Could you try CUDA 11.0, and pytorch 1.7? This should work without needing to compile anything. You can install CUDA 11.0 alongside 11.1
Hi @vellamike , Thank you for clearing that up for me, my mistake.
I have now tried this:
1) Install cuda-11-0 package via apt
2) Install local cuda-toolkit 11.0
3) install local cuDNN8.0.4 package
4) create new conda environment (python 3.8.6)
5) install bonito requirements (after changing torch requirement to <1.8)
6) installing the seqdist package (after changing cupy-cuda101 to cupy-cuda110)
7) installing torch==1.7.0+cu110 from pip according to https://pytorch.org/get-started/locally/
8) Installing bonito using python setup.py develop
I now get this different runtime error, from nvrtc:
$ bonito basecaller dna_r9.4.1 sample_fast5_folder > sample.fasta
> loading model
> calling: 0 reads [00:00, ? reads/s]Exception in thread Thread-1:
Traceback (most recent call last):
File "/home/patrick/anaconda3/envs/ont-bonito-cuda11/lib/python3.8/threading.py", line 932, in _bootstrap_inner
self.run()
File "/home/patrick/tools/bonito/bonito/multiprocessing.py", line 181, in run
for (k, v) in self.iterator:
File "/home/patrick/tools/bonito/bonito/crf/basecall.py", line 106, in <genexpr>
stitched = ((read, _stitch(x)) for (read, x) in unbatchify(batches))
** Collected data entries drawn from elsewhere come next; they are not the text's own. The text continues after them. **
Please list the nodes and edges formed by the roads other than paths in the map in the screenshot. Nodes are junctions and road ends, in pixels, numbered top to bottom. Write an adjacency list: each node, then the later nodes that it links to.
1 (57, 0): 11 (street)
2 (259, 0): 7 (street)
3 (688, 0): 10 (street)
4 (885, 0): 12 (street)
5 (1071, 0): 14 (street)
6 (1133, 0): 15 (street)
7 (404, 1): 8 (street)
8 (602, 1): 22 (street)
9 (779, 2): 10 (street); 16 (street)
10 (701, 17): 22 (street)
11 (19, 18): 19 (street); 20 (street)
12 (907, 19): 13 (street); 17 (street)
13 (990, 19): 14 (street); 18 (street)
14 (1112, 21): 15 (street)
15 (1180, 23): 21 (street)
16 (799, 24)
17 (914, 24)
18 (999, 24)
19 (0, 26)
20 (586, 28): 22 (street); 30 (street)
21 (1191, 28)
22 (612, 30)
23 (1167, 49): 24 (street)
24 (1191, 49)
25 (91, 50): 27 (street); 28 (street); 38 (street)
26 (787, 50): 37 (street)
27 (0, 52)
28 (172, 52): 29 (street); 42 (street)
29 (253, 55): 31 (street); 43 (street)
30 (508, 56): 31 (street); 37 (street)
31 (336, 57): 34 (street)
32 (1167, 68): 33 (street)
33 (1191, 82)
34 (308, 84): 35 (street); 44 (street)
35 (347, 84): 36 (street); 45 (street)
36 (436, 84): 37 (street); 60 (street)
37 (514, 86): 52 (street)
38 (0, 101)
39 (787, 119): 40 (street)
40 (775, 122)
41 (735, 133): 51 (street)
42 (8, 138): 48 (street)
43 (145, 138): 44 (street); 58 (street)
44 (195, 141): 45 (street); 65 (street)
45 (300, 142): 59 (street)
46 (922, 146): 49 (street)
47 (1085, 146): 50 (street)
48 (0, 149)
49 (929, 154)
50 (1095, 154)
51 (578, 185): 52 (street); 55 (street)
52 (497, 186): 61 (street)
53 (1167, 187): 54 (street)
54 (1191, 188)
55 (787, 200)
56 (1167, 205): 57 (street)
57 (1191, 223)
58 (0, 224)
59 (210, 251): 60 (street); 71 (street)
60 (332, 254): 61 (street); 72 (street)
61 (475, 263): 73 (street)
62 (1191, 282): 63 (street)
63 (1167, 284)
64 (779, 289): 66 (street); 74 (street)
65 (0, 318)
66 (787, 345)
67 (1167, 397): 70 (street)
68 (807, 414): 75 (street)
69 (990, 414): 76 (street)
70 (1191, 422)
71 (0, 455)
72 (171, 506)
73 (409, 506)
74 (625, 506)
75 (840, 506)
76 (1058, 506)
File "/home/patrick/tools/bonito/bonito/util.py", line 207, in <genexpr>
return (
File "/home/patrick/tools/bonito/bonito/util.py", line 202, in <genexpr>
batches = (
File "/home/patrick/tools/bonito/bonito/crf/basecall.py", line 103, in <genexpr>
(read, quantise_int8(compute_scores(model, batch)))
File "/home/patrick/tools/bonito/bonito/crf/basecall.py", line 37, in compute_scores
scores = model.encoder(batch.to(dtype).to(device))
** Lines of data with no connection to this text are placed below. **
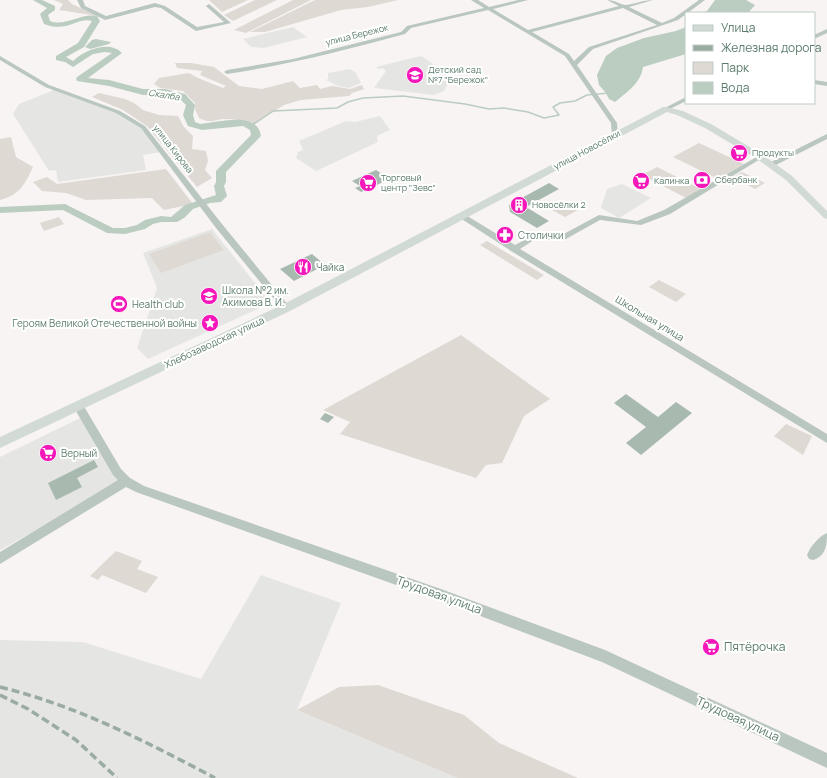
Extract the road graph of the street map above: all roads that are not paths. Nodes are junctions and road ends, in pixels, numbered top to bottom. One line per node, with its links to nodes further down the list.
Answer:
1 (80, 0): 7 (street)
2 (474, 0): 9 (street)
3 (525, 0): 9 (street, улица Бережок)
4 (610, 0): 8 (street)
5 (650, 0): 8 (street)
6 (702, 0): 11 (street)
7 (209, 6)
8 (624, 7): 12 (street); 13 (street)
9 (490, 9): 13 (street); 18 (street, улица Бережок)
10 (685, 12): 12 (street)
11 (686, 12)
12 (662, 25): 17 (street)
13 (529, 31): 17 (street)
14 (827, 31): 15 (street)
15 (815, 37)
16 (0, 58): 33 (street, улица Кирова)
17 (574, 65): 23 (street)
18 (227, 72)
19 (815, 82): 20 (street)
20 (827, 84)
21 (685, 100): 22 (street, улица Новосёлки)
22 (666, 109): 24 (main road, улица Новосёлки); 27 (main road)
23 (614, 123): 24 (street); 25 (street)
24 (629, 128): 25 (main road, улица Новосёлки)
25 (615, 136): 29 (main road, улица Новосёлки)
26 (827, 136): 28 (street)
27 (760, 157): 28 (main road); 32 (street)
28 (771, 164): 31 (main road)
29 (489, 202): 30 (main road, Хлебозаводская улица)
30 (461, 216): 32 (street, Школьная улица); 33 (main road, Хлебозаводская улица)
31 (827, 216)
32 (514, 249): 35 (street, Школьная улица)
33 (286, 308): 34 (main road, Хлебозаводская улица)
34 (78, 406): 36 (main road, Хлебозаводская улица); 37 (street, Трудовая улица)
35 (827, 439)
36 (0, 443)
37 (126, 481): 40 (street); 41 (street, Трудовая улица)
38 (827, 538): 39 (street)
39 (813, 555)
40 (0, 559)
41 (827, 761)

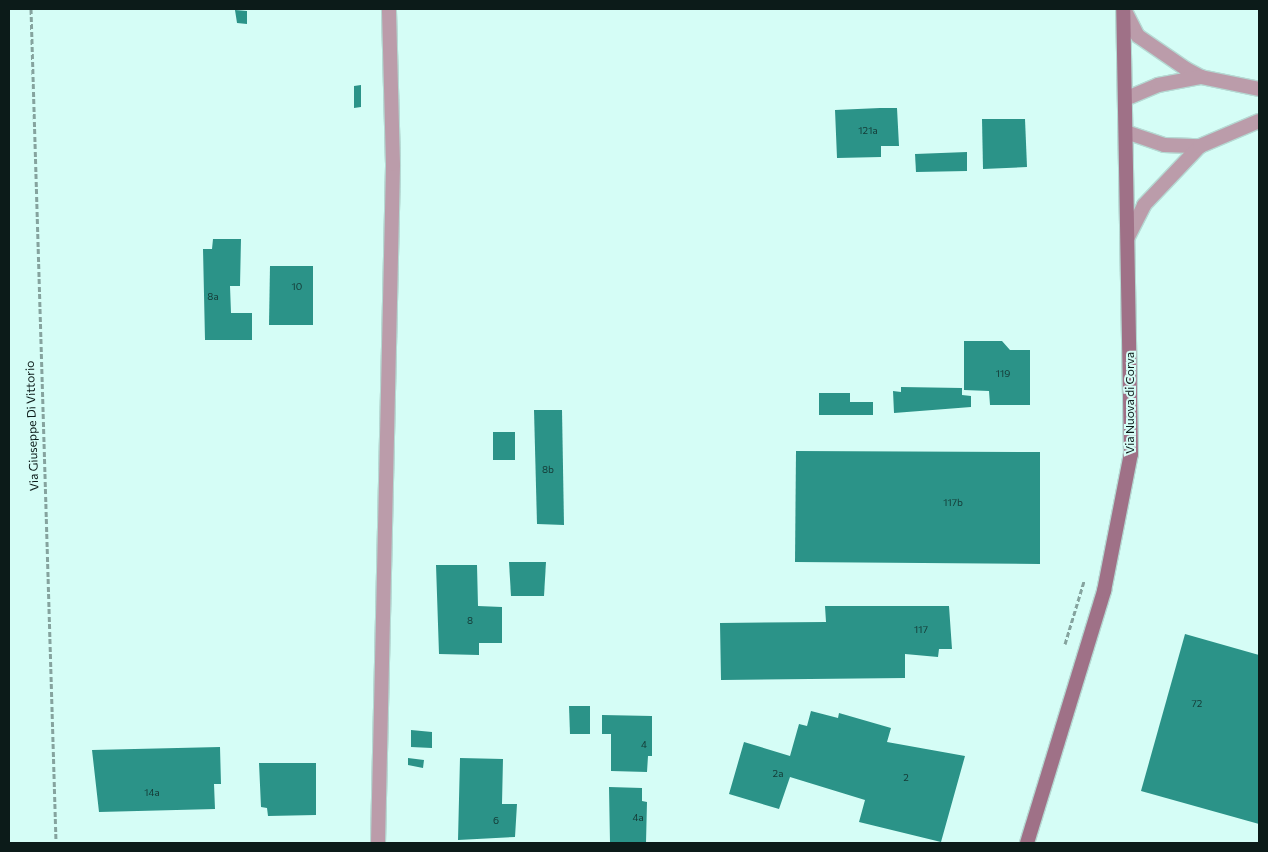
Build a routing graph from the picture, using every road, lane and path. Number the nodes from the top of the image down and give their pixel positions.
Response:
1 (31, 9) edge
2 (389, 9) edge
3 (1123, 9) edge
4 (1201, 77) junction
5 (1259, 89) edge
6 (1125, 100) junction
7 (1259, 121) edge
8 (1126, 132) junction
9 (1200, 146) junction
10 (1128, 237) junction
11 (1086, 575) dead end
12 (1064, 649) dead end
13 (56, 843) edge
14 (378, 843) edge
15 (1027, 843) edge

1 - 13 path, Via Giuseppe Di Vittorio
2 - 14 street
3 - 4 street
3 - 6 main road, Via Nuova di Corva
4 - 5 street
4 - 6 street
6 - 8 main road, Via Nuova di Corva
7 - 9 street
8 - 9 street
8 - 10 main road, Via Nuova di Corva
9 - 10 street
10 - 15 main road, Via Nuova di Corva
11 - 12 path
File "/home/patrick/anaconda3/envs/ont-bonito-cuda11/lib/python3.8/site-packages/torch/nn/modules/module.py", line 727, in _call_impl
result = self.forward(*input, **kwargs)
File "/home/patrick/anaconda3/envs/ont-bonito-cuda11/lib/python3.8/site-packages/torch/nn/modules/container.py", line 117, in forward
input = module(input)
File "/home/patrick/anaconda3/envs/ont-bonito-cuda11/lib/python3.8/site-packages/torch/nn/modules/module.py", line 727, in _call_impl
result = self.forward(*input, **kwargs)
File "/home/patrick/tools/bonito/bonito/nn.py", line 71, in forward
return SwishAutoFn.apply(x)
File "/home/patrick/tools/bonito/bonito/nn.py", line 56, in forward
return swish_jit_fwd(x)
RuntimeError: nvrtc: error: invalid value for --gpu-architecture (-arch)
nvrtc compilation failed:
#define NAN __int_as_float(0x7fffffff)
#define POS_INFINITY __int_as_float(0x7f800000)
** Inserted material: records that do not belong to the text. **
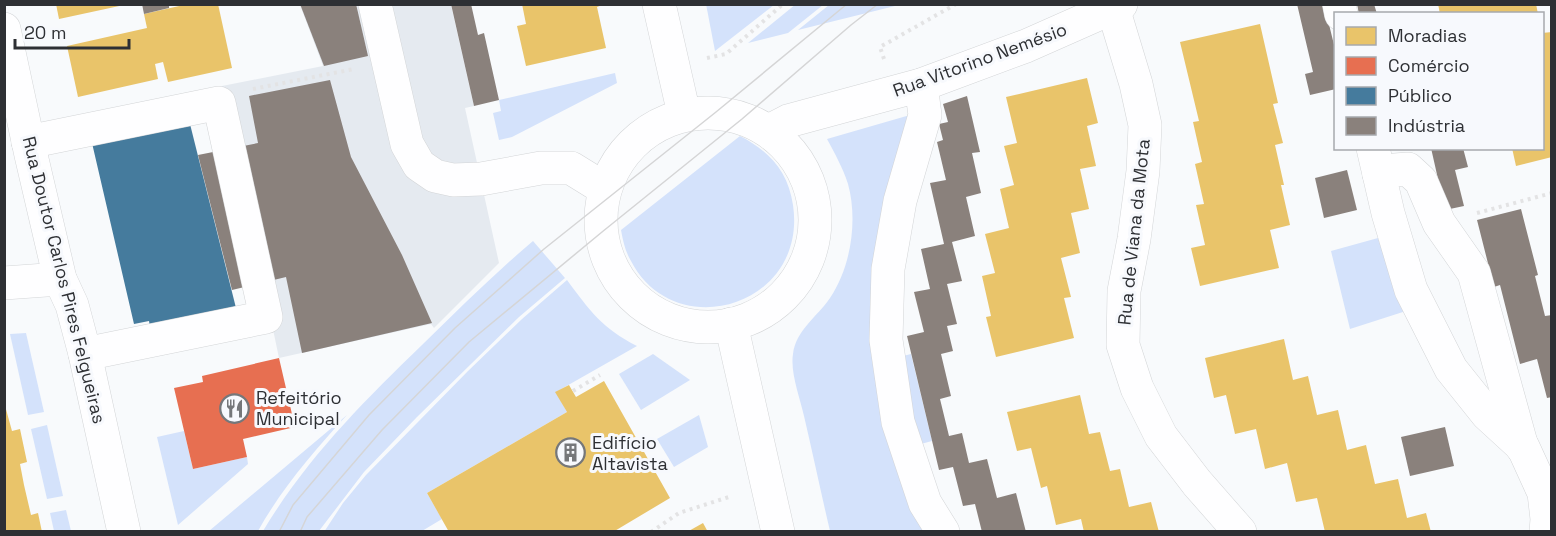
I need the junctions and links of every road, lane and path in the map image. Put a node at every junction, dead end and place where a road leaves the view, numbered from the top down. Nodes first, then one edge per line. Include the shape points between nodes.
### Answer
1 (375, 4) edge
2 (659, 4) edge
3 (783, 4) edge
4 (956, 4) edge
5 (1117, 6) edge
6 (4, 29) edge
7 (884, 60) dead end
8 (673, 65) junction
9 (364, 67) dead end
10 (921, 85) junction
11 (219, 103) junction
12 (684, 114) junction
13 (769, 131) junction
14 (28, 142) junction
15 (1376, 161) edge
16 (605, 189) junction
17 (1551, 193) edge
18 (1439, 223) junction
19 (60, 279) junction
20 (4, 283) edge
21 (732, 324) junction
22 (85, 354) junction
23 (600, 375) dead end
24 (573, 391) dead end
25 (1522, 447) junction
26 (735, 495) dead end
27 (124, 531) edge
28 (651, 531) edge
29 (778, 531) edge
30 (943, 531) edge
31 (1240, 531) edge
32 (1546, 531) edge

1 - 16 street via 407,144 418,165 435,176 453,180 541,168 571,168
2 - 8 street
3 - 8 path via 726,54
4 - 7 path via 880,47
5 - 10 street, Rua Vitorino Nemésio via 1026,46
5 - 31 street, Rua de Viana da Mota via 1145,125 1143,171 1124,291 1124,345 1137,388 1161,436
6 - 14 street, Rua Doutor Carlos Pires Felgueiras
8 - 12 street
9 - 11 path via 246,90
10 - 13 street, Rua Vitorino Nemésio via 788,121
10 - 30 street via 925,115 900,201 888,269 886,340 898,422 925,503
11 - 14 street
11 - 22 street via 266,317
12 - 13 street via 716,112
12 - 16 street via 651,127 628,147 610,171
13 - 21 street via 796,157 809,180 816,206 815,234 795,283 777,303 758,316
14 - 19 street, Rua Doutor Carlos Pires Felgueiras
15 - 18 street via 1395,170 1408,169 1421,181
15 - 25 street via 1411,290 1450,369 1487,414
16 - 21 street via 601,200 602,232 607,259 621,284 643,306 669,320 698,327
17 - 18 path
18 - 25 street via 1474,273
19 - 20 street
19 - 22 street, Rua Doutor Carlos Pires Felgueiras via 72,305
21 - 29 street
22 - 27 street, Rua Doutor Carlos Pires Felgueiras
23 - 24 path
25 - 32 street via 1544,493
26 - 28 path via 679,513

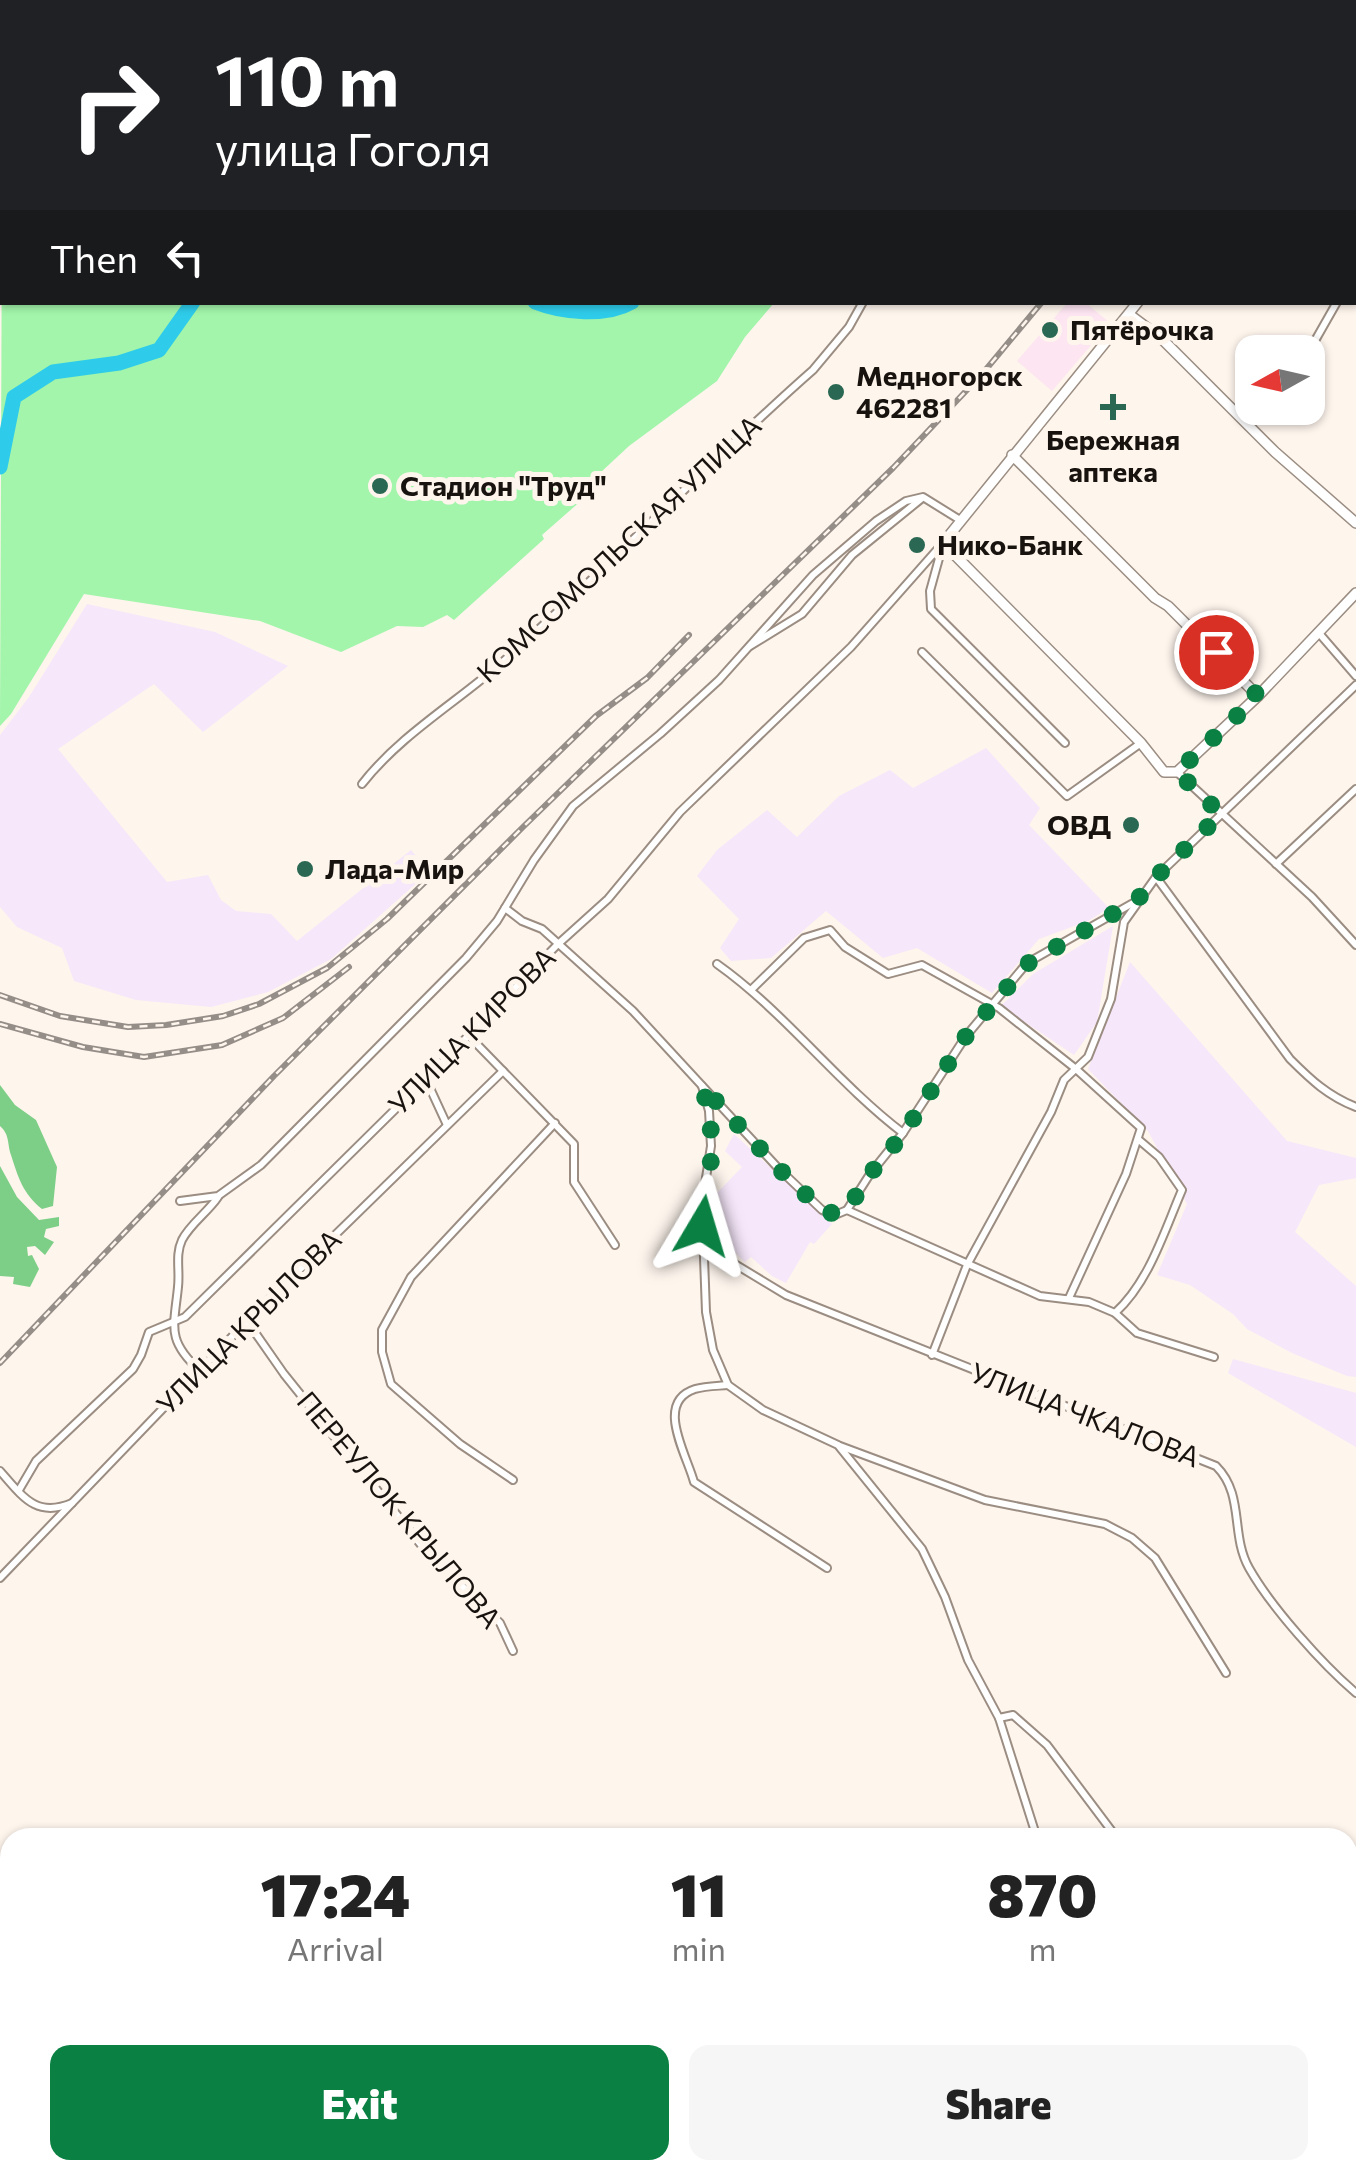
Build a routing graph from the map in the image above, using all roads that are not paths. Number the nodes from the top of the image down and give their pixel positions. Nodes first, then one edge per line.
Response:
1 (861, 305) edge
2 (1136, 305) edge
3 (1335, 305) edge
4 (1130, 315) junction
5 (1318, 335) edge
6 (1248, 426) joint
7 (1012, 455) junction
8 (923, 496) junction
9 (960, 520) junction
10 (1356, 522) edge
11 (943, 543) junction
12 (1356, 593) edge
13 (1318, 631) junction
14 (749, 647) junction
15 (922, 652) dead end
16 (1356, 676) edge
17 (1356, 685) edge
18 (1258, 696) junction
19 (1065, 743) dead end
20 (1140, 743) junction
21 (1177, 772) junction
22 (362, 784) dead end
23 (1356, 788) edge
24 (1221, 814) junction
25 (1276, 864) junction
26 (1156, 877) junction
27 (1137, 900) junction
28 (505, 908) junction
29 (557, 944) junction
30 (1356, 945) edge
31 (717, 964) dead end
32 (752, 988) junction
33 (993, 1002) junction
34 (468, 1035) junction
35 (1076, 1068) junction
36 (503, 1071) junction
37 (429, 1086) dead end
38 (702, 1086) junction
39 (1356, 1107) edge
40 (555, 1123) junction
41 (447, 1125) junction
42 (904, 1133) junction
43 (1139, 1140) junction
44 (218, 1196) junction
45 (180, 1201) dead end
46 (847, 1210) junction
47 (616, 1245) dead end
48 (705, 1246) junction
49 (967, 1265) junction
50 (1069, 1298) junction
51 (1115, 1313) junction
52 (247, 1321) junction
53 (172, 1324) junction
54 (932, 1355) junction
55 (1214, 1357) dead end
56 (200, 1371) junction
57 (728, 1385) junction
58 (838, 1445) junction
59 (0, 1471) edge
60 (513, 1480) dead end
61 (19, 1490) junction
62 (78, 1500) junction
63 (827, 1568) dead end
64 (0, 1578) edge
65 (513, 1651) dead end
66 (1226, 1673) dead end
67 (1356, 1694) edge
68 (998, 1718) junction
69 (1035, 1828) edge
70 (1109, 1828) edge

1 - 22 street, КОМСОМОЛЬСКАЯ УЛИЦА
2 - 4 street
3 - 5 street
4 - 6 street
4 - 7 street
6 - 10 street
7 - 9 street
7 - 18 street
8 - 9 street
8 - 14 street
8 - 14 street
9 - 11 street
11 - 19 street
11 - 20 street
11 - 29 street, УЛИЦА КИРОВА
12 - 13 street
13 - 16 street
13 - 18 street
14 - 28 street
15 - 20 street
17 - 24 street
18 - 21 street
20 - 21 street
21 - 24 street
23 - 25 street
24 - 25 street
24 - 26 street
25 - 30 street
26 - 27 street
26 - 39 street
27 - 33 street
27 - 35 street
28 - 29 street
28 - 44 street
29 - 34 street, УЛИЦА КИРОВА
29 - 38 street
31 - 32 street
32 - 33 street
32 - 42 street
33 - 35 street
33 - 42 street
34 - 36 street
34 - 53 street, УЛИЦА КИРОВА
35 - 43 street
35 - 49 street
36 - 40 street
36 - 41 street, УЛИЦА КРЫЛОВА
37 - 41 street
38 - 46 street
38 - 48 street
40 - 47 street
40 - 60 street
41 - 52 street, УЛИЦА КРЫЛОВА
42 - 46 street
43 - 50 street
43 - 51 street
44 - 45 street
44 - 53 street
46 - 49 street
48 - 54 street, УЛИЦА ЧКАЛОВА
48 - 57 street
49 - 50 street
49 - 54 street
50 - 51 street
51 - 55 street
52 - 56 street, УЛИЦА КРЫЛОВА
52 - 65 street, ПЕРЕУЛОК КРЫЛОВА
53 - 56 street
53 - 61 street, УЛИЦА КИРОВА
54 - 67 street, УЛИЦА ЧКАЛОВА
56 - 62 street, УЛИЦА КРЫЛОВА
57 - 58 street
57 - 63 street
58 - 66 street
58 - 68 street
59 - 61 street
61 - 62 street
62 - 64 street, УЛИЦА КРЫЛОВА
68 - 69 street
68 - 70 street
#define NEG_INFINITY __int_as_float(0xff800000)
template<typename T>
__device__ T maximum(T a, T b) {
return isnan(a) ? a : (a > b ? a : b);
}
template<typename T>
__device__ T minimum(T a, T b) {
return isnan(a) ? a : (a < b ? a : b);
}
#define __HALF_TO_US(var) *(reinterpret_cast<unsigned short *>(&(var)))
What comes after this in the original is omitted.